As no doubt is becoming clear, I'm blogging less and less, partly because moving interstate along with everything else I do is making me that much more busy, partly because I'm, er, running out of things to say, in a certain sense. And the View was intended as an Alice-specific blog.
I always wondered when I would want to finish this blog, and I thought I would know when the time came, much as how I thought I would know when to move on from Alice and where I would go next. Now it seems the time is a-coming. It's not a recent decision, but something I've been pondering over the last six months (so don't worry that you've said anything to put me off blogging).
I've pondered starting a Melbourne blog -- maybe titled 'Northcoto-philia', or 'too much information' or 'permanent wedgie' (my usual state of being) -- but I'm not sure that yet another Melbourne blog is needed, when there are so many already and so many that are well done. But when was a blog ever necessary?
And besides, what would I say? 'Melbourne's getting big. Hoddle St's even busier. Brunswick's all joozied up these days.' All this small-town-girl-in-the-big-smoke-wonderment could get monotonous.

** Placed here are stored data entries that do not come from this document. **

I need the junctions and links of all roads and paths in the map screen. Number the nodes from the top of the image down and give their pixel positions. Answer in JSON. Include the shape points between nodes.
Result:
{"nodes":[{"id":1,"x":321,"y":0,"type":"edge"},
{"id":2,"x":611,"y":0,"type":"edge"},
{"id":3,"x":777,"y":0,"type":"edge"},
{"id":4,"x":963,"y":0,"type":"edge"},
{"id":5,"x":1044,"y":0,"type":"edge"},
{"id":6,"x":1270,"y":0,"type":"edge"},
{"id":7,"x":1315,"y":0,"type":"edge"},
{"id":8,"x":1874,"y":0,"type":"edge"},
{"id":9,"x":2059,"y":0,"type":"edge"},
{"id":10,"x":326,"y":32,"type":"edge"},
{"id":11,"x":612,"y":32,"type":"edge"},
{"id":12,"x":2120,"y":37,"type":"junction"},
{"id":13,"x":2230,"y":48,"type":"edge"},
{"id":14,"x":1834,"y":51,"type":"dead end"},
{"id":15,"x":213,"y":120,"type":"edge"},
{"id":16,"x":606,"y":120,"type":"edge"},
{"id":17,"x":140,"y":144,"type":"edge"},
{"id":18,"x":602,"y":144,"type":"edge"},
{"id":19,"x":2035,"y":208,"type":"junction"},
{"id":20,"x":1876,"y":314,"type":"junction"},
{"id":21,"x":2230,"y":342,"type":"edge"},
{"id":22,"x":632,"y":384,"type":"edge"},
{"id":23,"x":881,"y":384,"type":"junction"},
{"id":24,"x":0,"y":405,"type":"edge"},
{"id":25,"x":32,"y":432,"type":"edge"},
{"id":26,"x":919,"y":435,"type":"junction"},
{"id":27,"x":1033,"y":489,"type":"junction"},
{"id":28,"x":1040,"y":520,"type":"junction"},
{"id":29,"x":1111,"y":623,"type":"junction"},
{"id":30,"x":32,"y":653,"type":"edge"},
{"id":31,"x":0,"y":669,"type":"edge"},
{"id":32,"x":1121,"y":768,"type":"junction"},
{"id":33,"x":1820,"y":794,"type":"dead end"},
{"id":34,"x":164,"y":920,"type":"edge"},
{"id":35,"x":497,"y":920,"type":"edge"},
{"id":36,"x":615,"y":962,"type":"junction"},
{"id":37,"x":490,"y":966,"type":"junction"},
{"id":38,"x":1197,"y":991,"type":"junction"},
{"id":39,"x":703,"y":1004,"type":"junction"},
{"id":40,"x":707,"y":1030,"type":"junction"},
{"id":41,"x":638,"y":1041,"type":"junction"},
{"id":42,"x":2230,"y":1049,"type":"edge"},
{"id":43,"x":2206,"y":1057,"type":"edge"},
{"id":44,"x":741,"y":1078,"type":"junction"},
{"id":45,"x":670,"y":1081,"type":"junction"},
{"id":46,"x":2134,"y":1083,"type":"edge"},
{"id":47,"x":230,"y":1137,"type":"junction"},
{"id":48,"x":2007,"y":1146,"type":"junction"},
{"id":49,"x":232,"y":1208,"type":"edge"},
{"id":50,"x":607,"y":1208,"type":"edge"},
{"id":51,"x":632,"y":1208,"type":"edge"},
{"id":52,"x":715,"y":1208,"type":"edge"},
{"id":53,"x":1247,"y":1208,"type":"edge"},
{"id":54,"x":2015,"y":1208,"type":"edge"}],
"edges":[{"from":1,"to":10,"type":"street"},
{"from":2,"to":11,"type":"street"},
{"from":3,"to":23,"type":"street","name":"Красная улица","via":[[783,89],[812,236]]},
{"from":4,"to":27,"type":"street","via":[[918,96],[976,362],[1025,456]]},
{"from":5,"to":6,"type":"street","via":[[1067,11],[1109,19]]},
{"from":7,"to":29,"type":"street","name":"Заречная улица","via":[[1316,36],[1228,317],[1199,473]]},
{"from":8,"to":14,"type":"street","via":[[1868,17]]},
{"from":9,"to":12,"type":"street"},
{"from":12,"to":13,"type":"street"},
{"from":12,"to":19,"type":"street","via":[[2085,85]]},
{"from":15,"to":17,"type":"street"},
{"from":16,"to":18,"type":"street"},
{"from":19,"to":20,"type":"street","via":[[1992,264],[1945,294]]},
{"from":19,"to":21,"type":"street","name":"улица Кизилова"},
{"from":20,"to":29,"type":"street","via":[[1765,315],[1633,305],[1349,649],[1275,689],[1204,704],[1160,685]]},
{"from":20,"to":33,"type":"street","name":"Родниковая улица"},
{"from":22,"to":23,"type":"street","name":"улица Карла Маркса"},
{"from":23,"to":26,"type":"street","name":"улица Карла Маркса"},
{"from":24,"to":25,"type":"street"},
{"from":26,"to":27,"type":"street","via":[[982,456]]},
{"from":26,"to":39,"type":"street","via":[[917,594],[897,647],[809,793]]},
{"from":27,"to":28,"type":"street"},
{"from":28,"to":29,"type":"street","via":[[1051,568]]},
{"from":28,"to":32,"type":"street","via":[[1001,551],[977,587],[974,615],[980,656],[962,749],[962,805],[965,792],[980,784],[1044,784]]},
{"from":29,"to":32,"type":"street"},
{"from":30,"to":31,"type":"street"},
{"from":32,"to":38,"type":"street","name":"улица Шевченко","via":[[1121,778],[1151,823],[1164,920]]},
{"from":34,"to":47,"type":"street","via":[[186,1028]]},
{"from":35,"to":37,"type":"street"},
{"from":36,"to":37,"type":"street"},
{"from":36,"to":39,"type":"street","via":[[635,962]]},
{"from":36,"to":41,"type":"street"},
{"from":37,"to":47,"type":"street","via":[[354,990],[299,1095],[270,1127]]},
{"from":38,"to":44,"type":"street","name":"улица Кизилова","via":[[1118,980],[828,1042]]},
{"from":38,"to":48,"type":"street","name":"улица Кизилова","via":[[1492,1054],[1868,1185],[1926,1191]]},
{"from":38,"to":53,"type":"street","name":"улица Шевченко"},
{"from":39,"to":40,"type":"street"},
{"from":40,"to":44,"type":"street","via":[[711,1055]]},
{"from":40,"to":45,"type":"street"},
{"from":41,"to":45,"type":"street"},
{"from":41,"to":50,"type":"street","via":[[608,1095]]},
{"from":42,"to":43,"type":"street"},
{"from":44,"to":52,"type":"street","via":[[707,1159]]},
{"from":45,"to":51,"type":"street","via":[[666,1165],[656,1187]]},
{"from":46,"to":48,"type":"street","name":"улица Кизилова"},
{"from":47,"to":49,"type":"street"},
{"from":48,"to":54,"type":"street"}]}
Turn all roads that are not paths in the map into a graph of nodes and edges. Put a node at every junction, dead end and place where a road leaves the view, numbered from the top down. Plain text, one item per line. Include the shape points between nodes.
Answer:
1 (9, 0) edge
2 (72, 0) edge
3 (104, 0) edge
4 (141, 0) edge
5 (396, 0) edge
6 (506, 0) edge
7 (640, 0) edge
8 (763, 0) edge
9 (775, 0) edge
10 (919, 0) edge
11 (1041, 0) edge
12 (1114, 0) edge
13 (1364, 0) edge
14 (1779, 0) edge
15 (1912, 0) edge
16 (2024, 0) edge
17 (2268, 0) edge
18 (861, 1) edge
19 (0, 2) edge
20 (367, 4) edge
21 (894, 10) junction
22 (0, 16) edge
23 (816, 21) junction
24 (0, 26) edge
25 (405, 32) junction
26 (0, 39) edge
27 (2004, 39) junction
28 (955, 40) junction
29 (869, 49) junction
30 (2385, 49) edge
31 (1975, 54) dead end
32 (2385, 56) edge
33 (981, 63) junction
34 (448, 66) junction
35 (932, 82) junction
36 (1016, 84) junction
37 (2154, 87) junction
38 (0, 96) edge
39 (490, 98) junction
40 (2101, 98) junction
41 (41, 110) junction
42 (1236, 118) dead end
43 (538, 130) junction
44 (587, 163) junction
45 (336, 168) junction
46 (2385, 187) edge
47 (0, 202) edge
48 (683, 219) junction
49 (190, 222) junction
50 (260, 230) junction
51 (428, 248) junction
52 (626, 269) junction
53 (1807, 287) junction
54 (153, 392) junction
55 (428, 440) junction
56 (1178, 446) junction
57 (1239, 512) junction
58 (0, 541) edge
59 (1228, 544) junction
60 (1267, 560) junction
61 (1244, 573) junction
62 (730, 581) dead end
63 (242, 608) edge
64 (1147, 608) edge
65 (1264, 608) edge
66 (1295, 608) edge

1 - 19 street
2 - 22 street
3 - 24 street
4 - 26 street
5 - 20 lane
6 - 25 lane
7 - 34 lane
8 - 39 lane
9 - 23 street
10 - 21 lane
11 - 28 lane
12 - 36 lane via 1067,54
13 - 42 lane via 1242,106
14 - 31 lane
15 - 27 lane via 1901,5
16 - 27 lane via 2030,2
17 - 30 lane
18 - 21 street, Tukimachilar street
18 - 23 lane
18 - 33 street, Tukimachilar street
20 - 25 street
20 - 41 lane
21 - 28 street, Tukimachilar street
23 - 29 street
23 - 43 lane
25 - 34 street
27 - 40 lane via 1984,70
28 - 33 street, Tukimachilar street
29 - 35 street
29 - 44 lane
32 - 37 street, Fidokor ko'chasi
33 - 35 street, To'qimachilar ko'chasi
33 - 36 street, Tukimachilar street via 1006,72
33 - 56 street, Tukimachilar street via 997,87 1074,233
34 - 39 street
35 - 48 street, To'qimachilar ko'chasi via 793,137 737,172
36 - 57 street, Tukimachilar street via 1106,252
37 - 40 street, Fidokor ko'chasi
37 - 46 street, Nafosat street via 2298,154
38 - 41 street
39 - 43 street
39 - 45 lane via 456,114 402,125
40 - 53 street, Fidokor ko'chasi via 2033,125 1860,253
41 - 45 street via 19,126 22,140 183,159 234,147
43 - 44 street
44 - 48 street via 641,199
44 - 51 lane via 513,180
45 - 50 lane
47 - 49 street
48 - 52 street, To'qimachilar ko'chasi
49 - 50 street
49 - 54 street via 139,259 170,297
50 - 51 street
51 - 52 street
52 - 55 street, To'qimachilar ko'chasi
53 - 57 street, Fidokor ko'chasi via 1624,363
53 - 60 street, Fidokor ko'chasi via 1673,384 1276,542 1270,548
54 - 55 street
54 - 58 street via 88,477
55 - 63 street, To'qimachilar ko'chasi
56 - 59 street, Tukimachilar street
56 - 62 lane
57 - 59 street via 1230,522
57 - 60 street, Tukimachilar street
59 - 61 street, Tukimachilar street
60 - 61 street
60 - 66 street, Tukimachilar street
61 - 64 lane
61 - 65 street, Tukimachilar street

I do remember the days when blogging had a raffish edge, maybe back around 2005 when there was a lot of energy in the Australian blogosphere. Barista has suggested to me that it was because blogging afforded an avenue of comment during the dark Howard years, when mainstream journalism became increasingly conservative. I'm not entirely sure that I agree with this summation, as there's always been a strong, personal diaristic strand in the blogosphere as well as a political one. I've sometimes thought that blogging was a bit like the outburst of small presses in the seventies when self-publishing became easier: perhaps there are always wannabee writers and pamphleteers about, looking for a suitable platform. Back in the good ol' days of the early noughties, blogging was a slightly eccentric thing to do; now it's been banalised to a 'tool' used regularly by journalists and management types (curses!) Facebook and Twitter have also no doubt leached bloggers and potential bloggers away, which is perhaps not such a bad thing: how much bad prose do we really need cluttering up the internet? Laura and I have both commented that thoughts we would previously have given fuller expression in a blog post often just get a one-sentence wrap-up on FB these days.